THE 'BURBS
Joe Dante | États-Unis | 1989
Brillante satire de la vie banlieusarde en Amérique,
The 'Burbs est par extension un grand film sur les États-Unis sous Ronald Reagan — ce cul-de-sac dans lequel habitent ses protagonistes devenant le parfait symbole d’un repli sur soi s’étant sclérosé pour devenir crainte de l’autre et refus du changement. Ici, on s’isole pour devenir progressivement fou ; et lorsqu’une famille d’étrangers s’installe dans le quartier, la paranoïa a vite raison du semblant d’ordre établi.
«
Remember what you were saying about people in the 'burbs, Art, people like Skip, people who mow their lawn for the 800th time, and then snap? Well, that's us. It's not them, that's us. We're the ones who are vaulting over the fences, and peeking in through people's windows. We're the ones who are throwing garbage in the street, and lighting fires. We're the ones who are acting suspicious and paranoid, Art. We're the lunatics. Us. It's not them. It's us. »

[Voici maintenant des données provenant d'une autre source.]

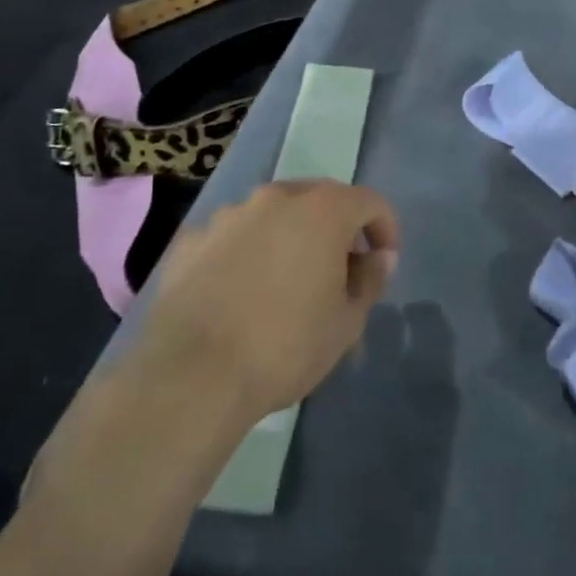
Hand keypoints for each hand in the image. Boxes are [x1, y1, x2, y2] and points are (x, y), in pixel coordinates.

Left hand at [135, 180, 401, 425]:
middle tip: (339, 268)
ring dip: (288, 236)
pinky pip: (231, 237)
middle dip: (336, 227)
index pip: (369, 201)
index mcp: (322, 210)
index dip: (384, 227)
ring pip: (272, 215)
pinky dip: (244, 253)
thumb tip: (379, 257)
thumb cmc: (285, 346)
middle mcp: (276, 198)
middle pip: (319, 198)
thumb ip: (370, 280)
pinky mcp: (190, 240)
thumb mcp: (347, 322)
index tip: (383, 261)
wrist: (191, 377)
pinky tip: (239, 291)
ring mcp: (228, 215)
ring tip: (285, 281)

Si la conclusion du film peut de prime abord sembler contredire cette réalisation, elle sert en réalité d’ultime point d’orgue ironique à toute cette histoire. Elle dresse la banlieue comme dernier rempart protégeant une société malade de tout ce qui la menace — et de tout ce que représente, au final, le cinéma de Joe Dante. Malgré les apparences,
The 'Burbs reste cohérent jusqu’au bout dans sa charge contre la dictature de la normalité.
Texte :
Alexandre Fontaine Rousseau
SMALL SOLDIERS
Joe Dante | États-Unis | 1998
Après
Matinee (1993) et
The Second Civil War (1997), Joe Dante vient conclure une trilogie non officielle sur la guerre avec ce jouissif
Small Soldiers. Combinant la déclaration d’amour au cinéma du premier avec la satire politique mordante du second,
Small Soldiers est sans doute le film qui ressemble le plus au
Gremlins 3 que Dante ne réalisera jamais, avec cette prémisse de jouets malicieux, des soldats de plastique s’attaquant aux habitants d’une petite communauté en semant le chaos. Le génie du cinéaste se tient comme toujours dans son équilibre parfait entre l’hommage senti à la culture populaire, ici les films de guerre et d’action, et la critique de la violence propre à cette culture. Nous sommes loin d’un
Toy Story (1995), avec sa valorisation implicite de la société de consommation produisant ces jouets si fabuleux : créés par une corporation employant une technologie militaire, les jouets ici sont dangereux, et parce qu’ils rejouent des clichés du cinéma hollywoodien, Dante arrive à synthétiser de manière brillante la convergence entre tous ces secteurs. Pour s’opposer à cette violence, le film emprunte le point de vue de la résistance, de la communauté et de sa boutique de jouets artisanaux (à l’image du cinéma de Dante), l’ennemi à abattre devenant le soldat américain, programmé pour la guerre et fabriqué à l’image des stars du cinéma d’action. Sans doute qu’il ne faut pas s’étonner si
Small Soldiers fut négligé à sa sortie, comme la majorité de la filmographie de Dante, mais il s’agit bel et bien d’une des œuvres majeures du cinéaste, l’une des plus subversives, à redécouvrir absolument.
Texte :
Sylvain Lavallée
PIRANHA
Joe Dante | États-Unis | 1978
Joe Dante avait toutes les raisons de se méfier de cette première aventure en solitaire. Après quelques co-réalisations, le jeune protégé de Roger Corman se voit confier comme mission la réalisation de
Piranha, film qui était destiné à n’être qu’un pastiche appauvri de
Jaws. Avant même qu’il ne passe chez Amblin à réaliser les films que Spielberg « n’avait pas le temps de faire », Dante se baptise lui-même dans son ombre, multipliant les références de biais au premier blockbuster de l’histoire.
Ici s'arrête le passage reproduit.